Your answer should be each line of the entries that contains the word "National", copied in full.

Collected data entries:
┌──

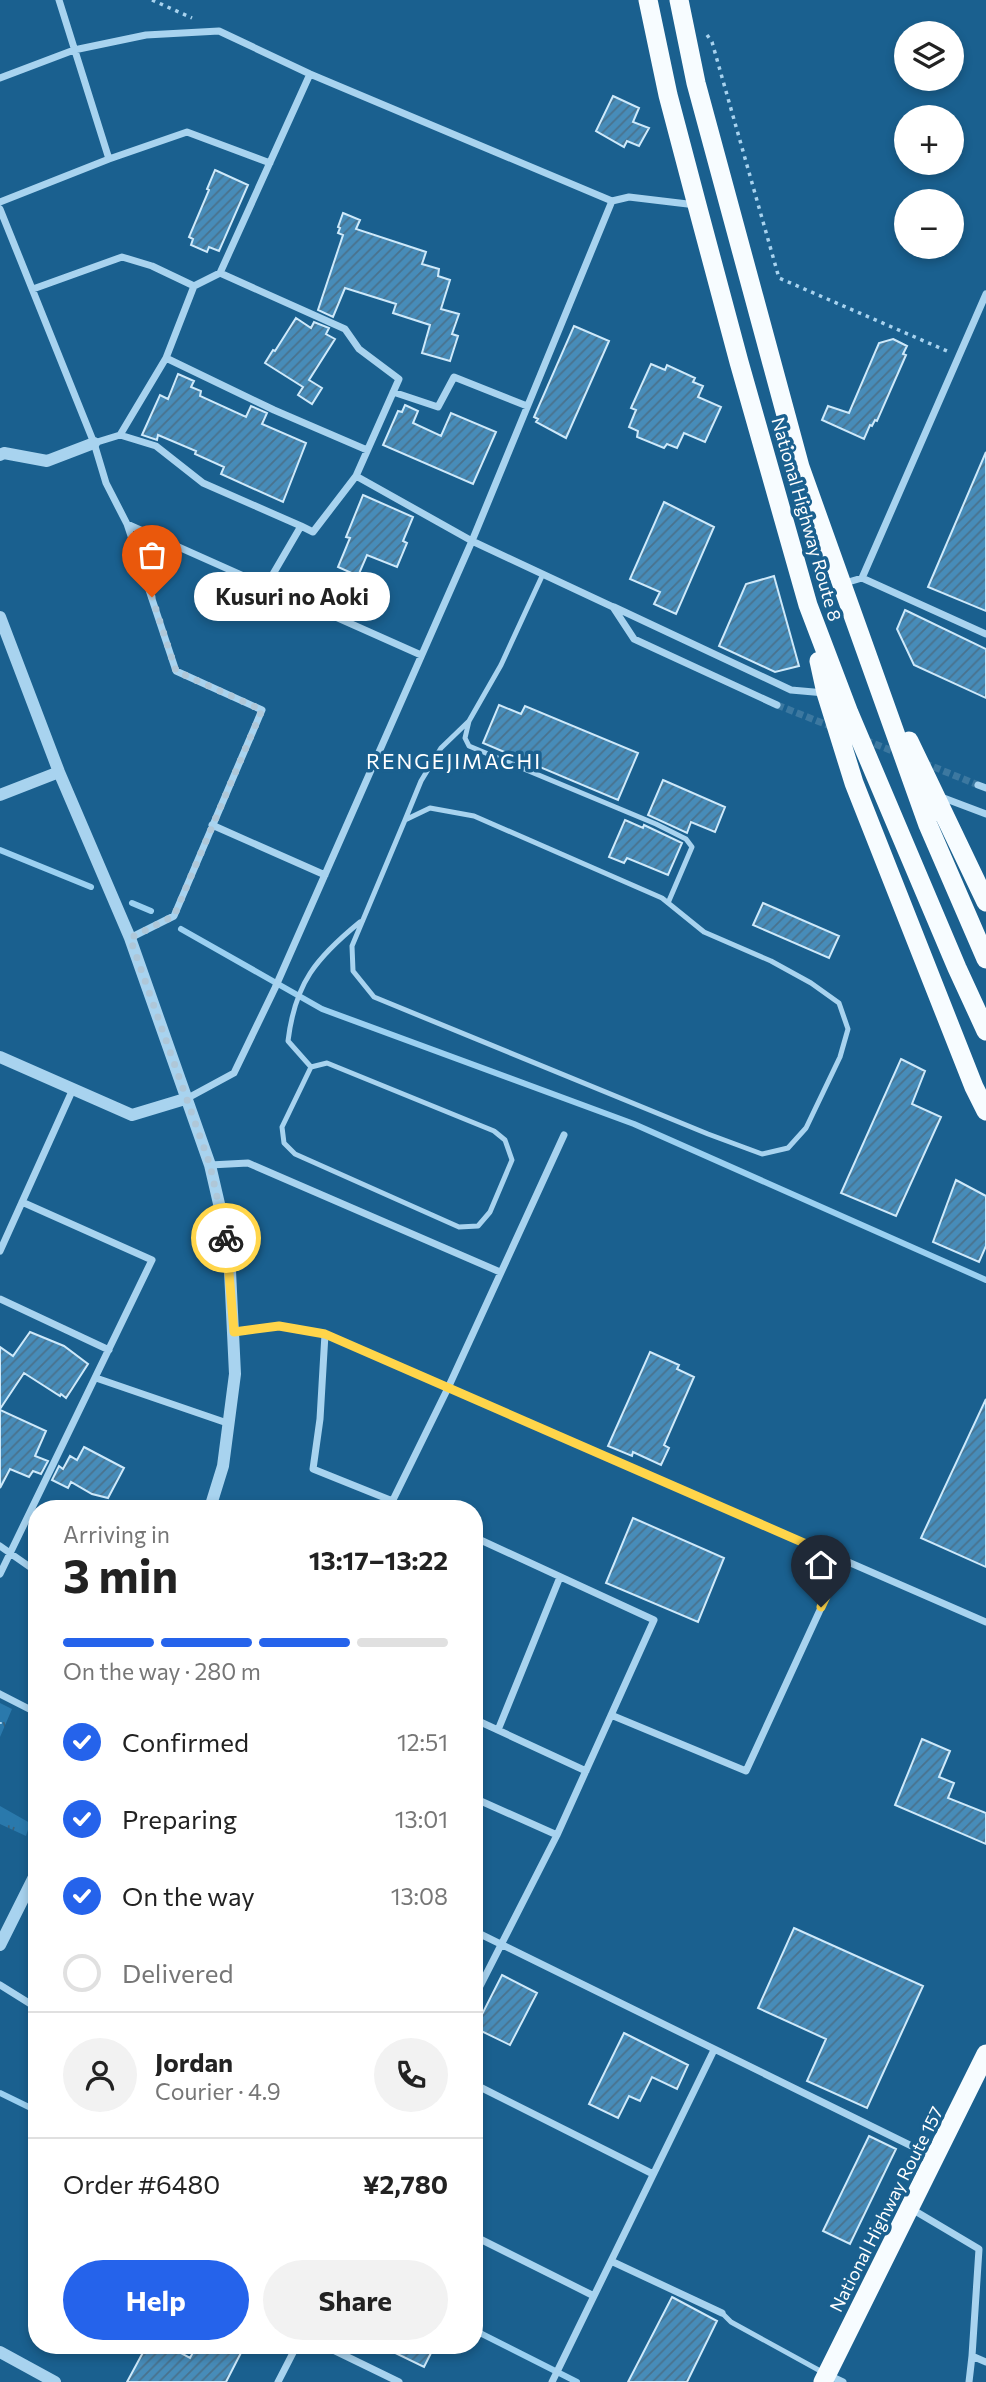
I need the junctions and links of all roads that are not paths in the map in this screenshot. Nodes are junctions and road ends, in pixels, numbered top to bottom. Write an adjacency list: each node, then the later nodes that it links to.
1 (59, 0): 4 (street)
2 (648, 0): 11 (highway, National Highway Route 8)
3 (679, 0): 30 (highway, National Highway Route 8)
4 (74, 50): 5 (street); 6 (street); 7 (street)
5 (310, 74): 8 (street); 9 (street)
6 (0, 78)
7 (109, 159): 8 (street); 10 (street)
8 (270, 163): 13 (street)
9 (612, 201): 11 (street); 19 (street)
10 (0, 202)
11 (697, 205): 32 (highway, National Highway Route 8)
12 (0, 209): 15 (street)
13 (220, 273): 14 (street); 18 (street)
14 (194, 286): 15 (street); 17 (street)
15 (33, 289): 21 (street)
16 (986, 294): 29 (street)
17 (166, 358): 20 (street); 22 (street)
18 (393, 392): 19 (street); 22 (street)
19 (527, 407): 27 (street)
20 (120, 435): 21 (street); 26 (street)
21 (94, 443): 23 (street); 25 (street)
22 (367, 450): 24 (street)
23 (0, 455)
24 (356, 476): 26 (street); 27 (street)
25 (127, 524): 31 (street); 46 (street)
26 (301, 526): 31 (street)
27 (472, 541): 28 (street); 37 (street)
28 (543, 574): 33 (street); 40 (lane)
29 (862, 578): 30 (street); 35 (street)
30 (841, 584): 36 (highway, National Highway Route 8)
31 (266, 586): 37 (street)
32 (808, 605): 38 (highway); 53 (highway, National Highway Route 8)
33 (613, 607): 38 (street); 39 (street)
34 (0, 617): 41 (street)
35 (986, 634)
36 (860, 639): 42 (highway); 52 (highway, National Highway Route 8)
37 (421, 655): 47 (street)
38 (826, 693): 58 (highway)
39 (777, 705)
40 (469, 721): 45 (lane); 49 (lane)
41 (60, 772): 43 (street); 51 (street)
42 (934, 794): 44 (street); 48 (highway)
43 (0, 795)
44 (986, 814)
45 (405, 820): 49 (lane); 50 (lane)
46 (212, 825): 47 (street); 51 (street)
47 (325, 875): 57 (street)
48 (986, 902)
49 (668, 903): 50 (lane)
50 (363, 919): 55 (lane)
51 (130, 938): 57 (street)
52 (986, 958)
53 (986, 1031)
54 (0, 1057): 56 (street)
55 (311, 1067): 55 (lane)
56 (73, 1089): 57 (street); 61 (street)
57 (185, 1099): 60 (street)
58 (986, 1111)
59 (564, 1135): 63 (street)
60 (210, 1165): 63 (street); 65 (street)
61 (22, 1202): 62 (street); 67 (street)
62 (0, 1251)
63 (500, 1272): 69 (street)
64 (0, 1299): 67 (street)
65 (234, 1332): 66 (street); 70 (street)
66 (325, 1334): 69 (street); 73 (street)
67 (109, 1350): 68 (street)
68 (96, 1378): 70 (street); 71 (street)
69 (448, 1388): 74 (street); 79 (street)
70 (230, 1424): 72 (street)
71 (36, 1500)
72 (212, 1500)
73 (380, 1500)
74 (393, 1500)
75 (28, 1516): 78 (street)
76 (483, 1541): 82 (street)
77 (0, 1546): 78 (street)
78 (10, 1553): 80 (street); 81 (street)
79 (843, 1560): 83 (street); 86 (street)
80 (28, 1566)
81 (0, 1574)
82 (561, 1577): 86 (street); 88 (street)
83 (986, 1622)
84 (0, 1694): 85 (street)
85 (28, 1708)
86 (611, 1715): 89 (street)
87 (483, 1723): 88 (street)
88 (498, 1730): 89 (street)
89 (586, 1771): 91 (street)
90 (483, 1802): 91 (street)
91 (558, 1835): 95 (street)
92 (28, 1889): 94 (street)
93 (483, 1936): 95 (street)
94 (0, 1945)
95 (501, 1945): 96 (street); 99 (street)
96 (483, 1980)
97 (0, 1985): 98 (street)
98 (28, 2002)
99 (714, 2050): 102 (street); 103 (street)
100 (986, 2054): 102 (highway, National Highway Route 157)
101 (483, 2089): 103 (street)
102 (936, 2158): 104 (highway, National Highway Route 157)
103 (653, 2174): 106 (street)
104 (909, 2207): 112 (street); 114 (highway, National Highway Route 157)
105 (483, 2240): 107 (street)
106 (611, 2261): 107 (street); 108 (street)
107 (594, 2296): 115 (street)
108 (722, 2313): 114 (lane)
109 (0, 2352): 116 (street)
110 (292, 2354): 117 (street)
111 (341, 2354): 118 (street)
112 (972, 2357): 113 (street); 119 (street)
113 (986, 2362)
114 (831, 2379)
115 (553, 2381)
116 (55, 2382)
117 (278, 2382)
118 (399, 2382)
119 (969, 2382)

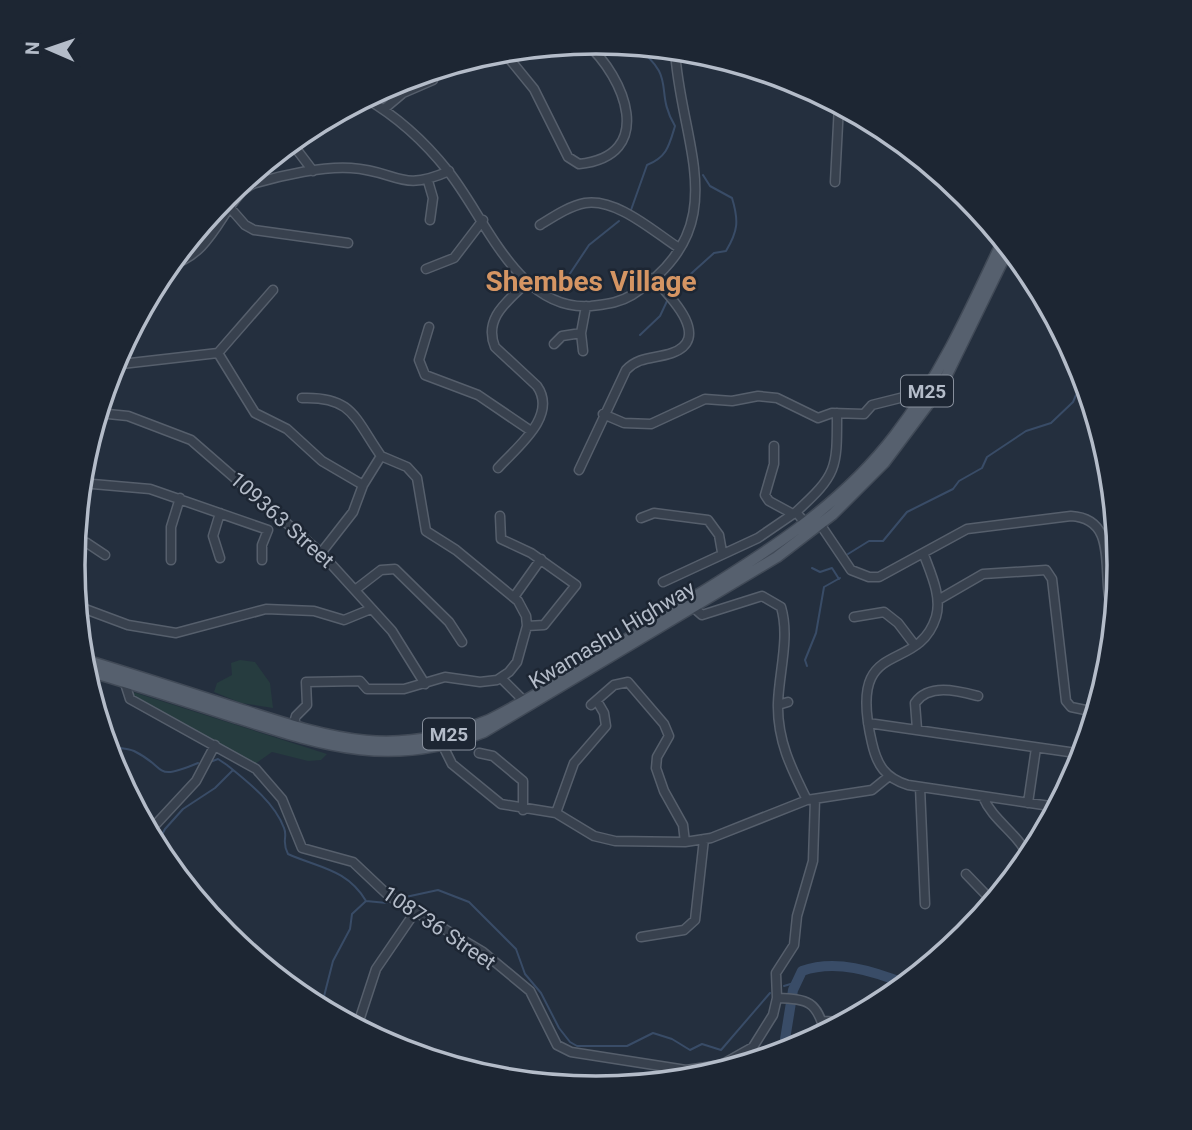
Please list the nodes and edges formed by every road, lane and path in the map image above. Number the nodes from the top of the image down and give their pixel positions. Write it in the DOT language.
graph roads {
  1 [pos="596,54"];
  2 [pos="677,61"];
  3 [pos="512,62"];
  4 [pos="420,86"];
  5 [pos="377,104"];
  6 [pos="384,108"];
  7 [pos="838,116"];
  8 [pos="298,151"];
  9 [pos="313,171"];
  10 [pos="449,171"];
  11 [pos="428,181"];
  12 [pos="258,182"];
  13 [pos="835,182"];
  14 [pos="233,206"];
  15 [pos="231,209"];
  16 [pos="430,220"];
  17 [pos="483,220"];
  18 [pos="540,225"];
  19 [pos="348,243"];
  20 [pos="679,248"];
  21 [pos="998,250"];
  22 [pos="188,258"];
  23 [pos="1004,258"];
  24 [pos="426,269"];
  25 [pos="653,278"];
  26 [pos="527,282"];
  27 [pos="273,290"];
  28 [pos="586,306"];
  29 [pos="429,327"];
  30 [pos="582,333"];
  31 [pos="554,344"];
  32 [pos="583,351"];
  33 [pos="218,353"];
  34 [pos="127,363"];
  35 [pos="912,395"];
  36 [pos="302,398"];
  37 [pos="836,413"];
  38 [pos="108,414"];
  39 [pos="603,414"];
  40 [pos="531,431"];
  41 [pos="774,446"];
  42 [pos="381,456"];
  43 [pos="498,468"];
  44 [pos="579,470"];
  45 [pos="92,484"];
  46 [pos="363,485"];
  47 [pos="180,498"];
  48 [pos="220,513"];
  49 [pos="794,513"];
  50 [pos="500,516"];
  51 [pos="641,518"];
  52 [pos="283,519"];
  53 [pos="818,520"];
  54 [pos="806,524"];
  55 [pos="268,530"];
  56 [pos="86,543"];
  57 [pos="722,552"];
  58 [pos="321,553"];
  59 [pos="105,555"];
  60 [pos="924,555"];
  61 [pos="220,558"];
  62 [pos="541,559"];
  63 [pos="171,560"];
  64 [pos="262,560"];
  65 [pos="1107,569"];
  66 [pos="663,582"];
  67 [pos="355,590"];
  68 [pos="514,597"];
  69 [pos="937,600"];
  70 [pos="371,609"];
  71 [pos="87,610"];
  72 [pos="698,612"];
  73 [pos="853,617"];
  74 [pos="527,626"];
  75 [pos="462,642"];
  76 [pos="914,645"];
  77 [pos="95,665"];
  78 [pos="97,672"];
  79 [pos="123,677"];
  80 [pos="501,678"];
  81 [pos="425,684"];
  82 [pos="978,696"];
  83 [pos="788,702"];
  84 [pos="527,704"];
  85 [pos="778,705"];
  86 [pos="1085,710"];
  87 [pos="868,723"];
  88 [pos="293,726"];
  89 [pos="917,729"];
  90 [pos="441,741"];
  91 [pos="215,745"];
  92 [pos="1036,748"];
  93 [pos="1071,752"];
  94 [pos="479,753"];
  95 [pos="888,777"];
  96 [pos="920,787"];
  97 [pos="984,797"];
  98 [pos="811,800"];
  99 [pos="1028,803"];
  100 [pos="1046,805"];
  101 [pos="523,810"];
  102 [pos="556,813"];
  103 [pos="156,823"];
  104 [pos="704,839"];
  105 [pos="685,842"];
  106 [pos="1023,846"];
  107 [pos="966,874"];
  108 [pos="986,895"];
  109 [pos="925,904"];
  110 [pos="415,912"];
  111 [pos="641,937"];
  112 [pos="777,998"];
  113 [pos="360,1018"];
  114 [pos="822,1021"];
  115 [pos="825,1021"];
  116 [pos="743,1054"];
  117 [pos="675,1069"];
  1 -- 3 [label="street"];
  2 -- 20 [label="street"];
  4 -- 6 [label="street"];
  5 -- 6 [label="street"];
  6 -- 10 [label="street"];
  7 -- 13 [label="street"];
  8 -- 9 [label="street"];
  9 -- 11 [label="street"];
  9 -- 12 [label="street"];
  10 -- 11 [label="street"];
  10 -- 17 [label="street"];
  11 -- 16 [label="street"];
  14 -- 15 [label="street"];
  15 -- 19 [label="street"];
  15 -- 22 [label="street"];
  17 -- 24 [label="street"];
  17 -- 26 [label="street"];
  18 -- 20 [label="street"];
  20 -- 25 [label="street"];
  21 -- 53 [label="main road, Kwamashu Highway / M25"];
  23 -- 53 [label="main road, Kwamashu Highway / M25"];
  25 -- 28 [label="street"];
  25 -- 39 [label="street"];
  26 -- 28 [label="street"];
  26 -- 40 [label="street"];
  27 -- 33 [label="street"];
  28 -- 30 [label="street"];
  29 -- 40 [label="street"];
  30 -- 31 [label="street"];
  30 -- 32 [label="street"];
  33 -- 34 [label="street"];
  33 -- 46 [label="street"];
  35 -- 37 [label="street"];
  36 -- 42 [label="street"];
  37 -- 39 [label="street"];
  37 -- 49 [label="street"];
  38 -- 52 [label="street, 109363 Street"];
  39 -- 44 [label="street"];
  40 -- 43 [label="street"];
  41 -- 49 [label="street"];
  42 -- 46 [label="street"];
  42 -- 68 [label="street"];
  45 -- 47 [label="street"];
  46 -- 58 [label="street"];
  47 -- 48 [label="street"];
  47 -- 63 [label="street"];
  48 -- 55 [label="street"];
  48 -- 61 [label="street"];
  49 -- 54 [label="street"];
  49 -- 57 [label="street"];
  50 -- 62 [label="street"];
  51 -- 57 [label="street"];
  52 -- 55 [label="street"];
  52 -- 58 [label="street, 109363 Street"];
  53 -- 54 [label="main road, Kwamashu Highway / M25"];
  53 -- 60 [label="street"];
  53 -- 72 [label="main road, Kwamashu Highway / M25"];
  54 -- 84 [label="main road, Kwamashu Highway / M25"];
  55 -- 64 [label="street"];
  56 -- 59 [label="street"];
  57 -- 66 [label="street"];
  58 -- 67 [label="street, 109363 Street"];
  60 -- 65 [label="street"];
  60 -- 69 [label="street"];
  62 -- 68 [label="street"];
  62 -- 74 [label="street"];
  67 -- 70 [label="street, 109363 Street"];
  67 -- 75 [label="street"];
  68 -- 74 [label="street"];
  69 -- 76 [label="street"];
  69 -- 86 [label="street"];
  70 -- 71 [label="street"];
  70 -- 81 [label="street, 109363 Street"];
  72 -- 84 [label="main road, Kwamashu Highway / M25"];
  72 -- 85 [label="street"];
  73 -- 76 [label="street"];
  74 -- 80 [label="street"];
  76 -- 87 [label="street"];
  77 -- 79 [label="main road, Kwamashu Highway / M25"];
  78 -- 79 [label="main road, Kwamashu Highway / M25"];
  79 -- 88 [label="main road, Kwamashu Highway / M25"];
  79 -- 90 [label="main road, Kwamashu Highway / M25"];
  79 -- 91 [label="street, 108736 Street"];
  80 -- 81 [label="street"];
  80 -- 84 [label="street"];
  81 -- 88 [label="street"];
  82 -- 89 [label="street"];
  83 -- 85 [label="street"];
  84 -- 90 [label="main road, Kwamashu Highway / M25"];
  85 -- 98 [label="street"];
  87 -- 89 [label="street"];
  87 -- 95 [label="street"];
  88 -- 90 [label="main road, Kwamashu Highway / M25"];
  89 -- 92 [label="street"];
  90 -- 101 [label="street"];
  91 -- 103 [label="street"];
  91 -- 110 [label="street, 108736 Street"];
  92 -- 93 [label="street"];
  92 -- 99 [label="street"];
  94 -- 101 [label="street"];
  95 -- 96 [label="street"];
  95 -- 98 [label="street"];
  96 -- 97 [label="street"];
  96 -- 109 [label="street"];
  97 -- 99 [label="street"];
  97 -- 106 [label="street"];
  98 -- 104 [label="street"];
  98 -- 112 [label="street, 108736 Street"];
  99 -- 100 [label="street"];
  101 -- 102 [label="street"];
  102 -- 105 [label="street"];
  102 -- 105 [label="street"];
  104 -- 105 [label="street"];
  104 -- 111 [label="street"];
  107 -- 108 [label="street"];
  110 -- 113 [label="street"];
  110 -- 117 [label="street, 108736 Street"];
  112 -- 114 [label="street"];
  112 -- 116 [label="street, 108736 Street"];
  114 -- 115 [label="street"];
}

└──

(Written response)
2 (648, 0): 11 (highway, National Highway Route 8)
3 (679, 0): 30 (highway, National Highway Route 8)
11 (697, 205): 32 (highway, National Highway Route 8)
30 (841, 584): 36 (highway, National Highway Route 8)
32 (808, 605): 38 (highway); 53 (highway, National Highway Route 8)
36 (860, 639): 42 (highway); 52 (highway, National Highway Route 8)
100 (986, 2054): 102 (highway, National Highway Route 157)
102 (936, 2158): 104 (highway, National Highway Route 157)
104 (909, 2207): 112 (street); 114 (highway, National Highway Route 157)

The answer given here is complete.